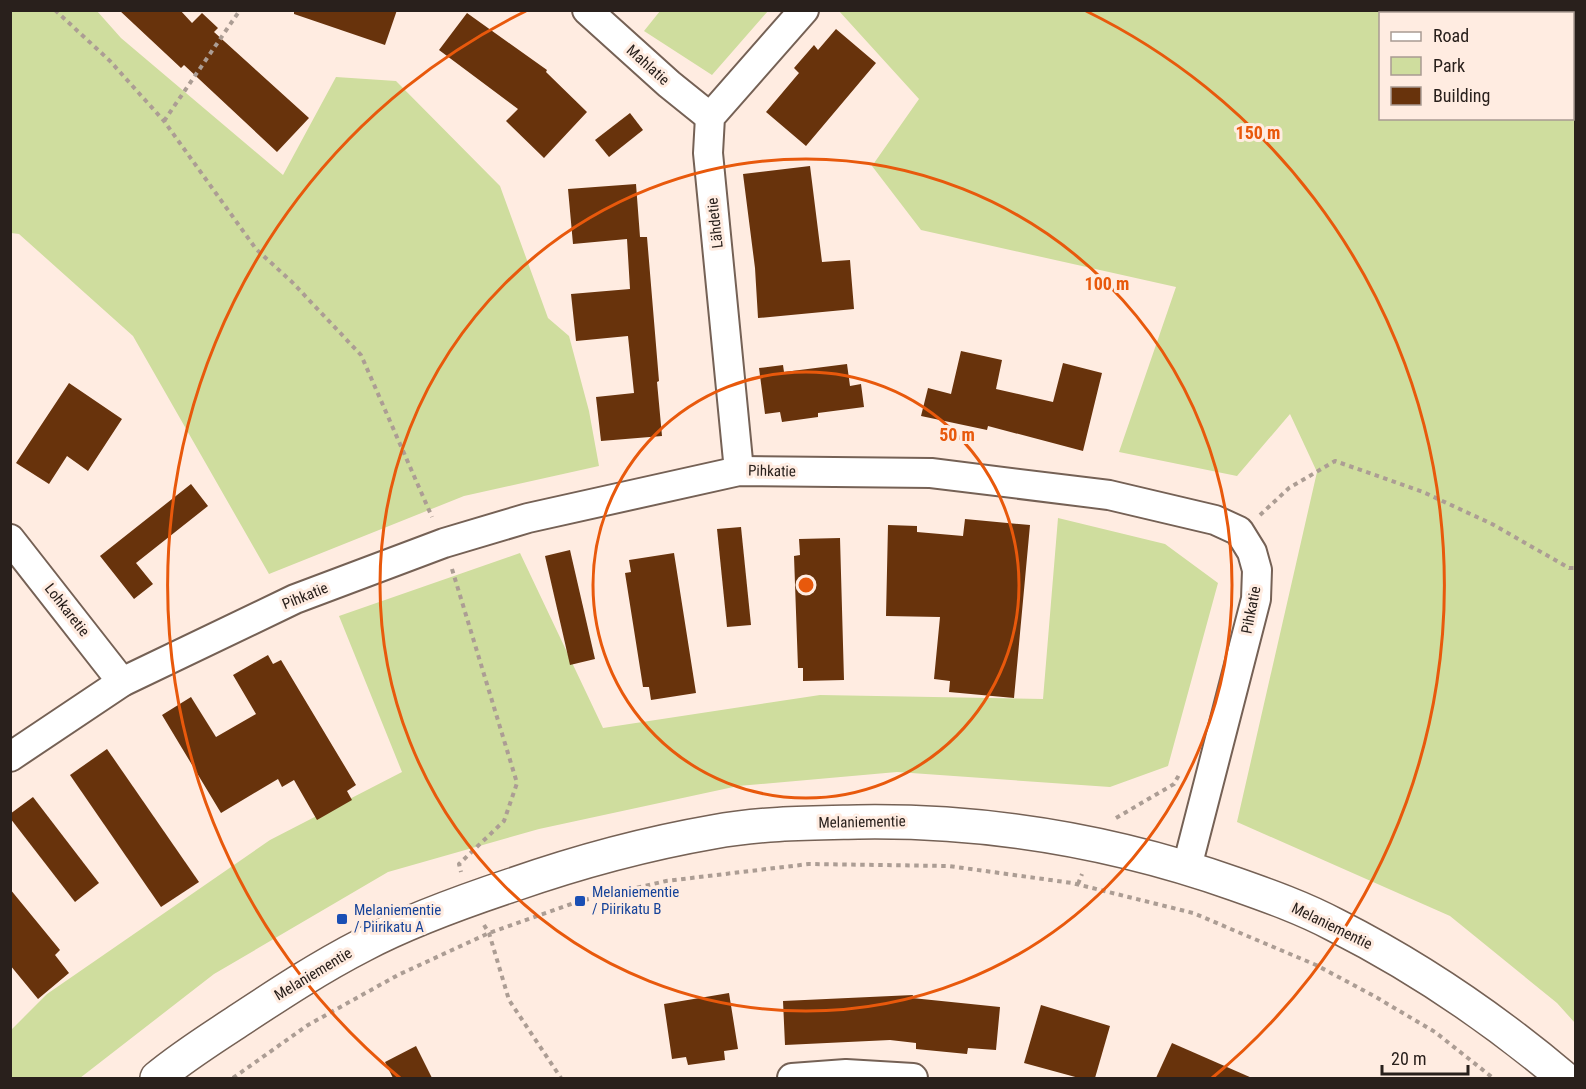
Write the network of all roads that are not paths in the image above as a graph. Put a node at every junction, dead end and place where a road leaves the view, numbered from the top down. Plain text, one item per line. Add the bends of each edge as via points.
1 (587, 10) edge
2 (804, 10) edge
3 (710, 117) junction
4 (739, 471) junction
5 (10, 539) edge
6 (122, 682) junction
7 (10, 757) edge
8 (1186, 867) junction
9 (164, 1076) edge
10 (792, 1078) edge
11 (913, 1078) edge
12 (1564, 1078) edge

1 - 3 street, Mahlatie
2 - 3 street
3 - 4 street, Lähdetie via 708,153
4 - 6 street, Pihkatie via 528,518 444,543 295,599
4 - 8 street, Pihkatie via 932,473 1109,495 1215,520 1239,531 1252,552 1257,570 1256,599
5 - 6 street, Lohkaretie
6 - 7 street, Pihkatie
8 - 9 main road, Melaniementie via 1032,832 908,821 795,823 716,831 567,866 470,899 364,944 283,991
8 - 12 main road, Melaniementie via 1333,924 1421,973
10 - 11 street via 846,1074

TASK TO CARRY OUT
Without the pictures, write out the whole listing above exactly as it appears.

TASK OUTPUT
Write the network of all roads that are not paths in the image above as a graph. Put a node at every junction, dead end and place where a road leaves the view, numbered from the top down. Plain text, one item per line. Add the bends of each edge as via points.
1 (587, 10) edge
2 (804, 10) edge
3 (710, 117) junction
4 (739, 471) junction
5 (10, 539) edge
6 (122, 682) junction
7 (10, 757) edge
8 (1186, 867) junction
9 (164, 1076) edge
10 (792, 1078) edge
11 (913, 1078) edge
12 (1564, 1078) edge

1 - 3 street, Mahlatie
2 - 3 street
3 - 4 street, Lähdetie via 708,153
4 - 6 street, Pihkatie via 528,518 444,543 295,599
4 - 8 street, Pihkatie via 932,473 1109,495 1215,520 1239,531 1252,552 1257,570 1256,599
5 - 6 street, Lohkaretie
6 - 7 street, Pihkatie
8 - 9 main road, Melaniementie via 1032,832 908,821 795,823 716,831 567,866 470,899 364,944 283,991
8 - 12 main road, Melaniementie via 1333,924 1421,973
10 - 11 street via 846,1074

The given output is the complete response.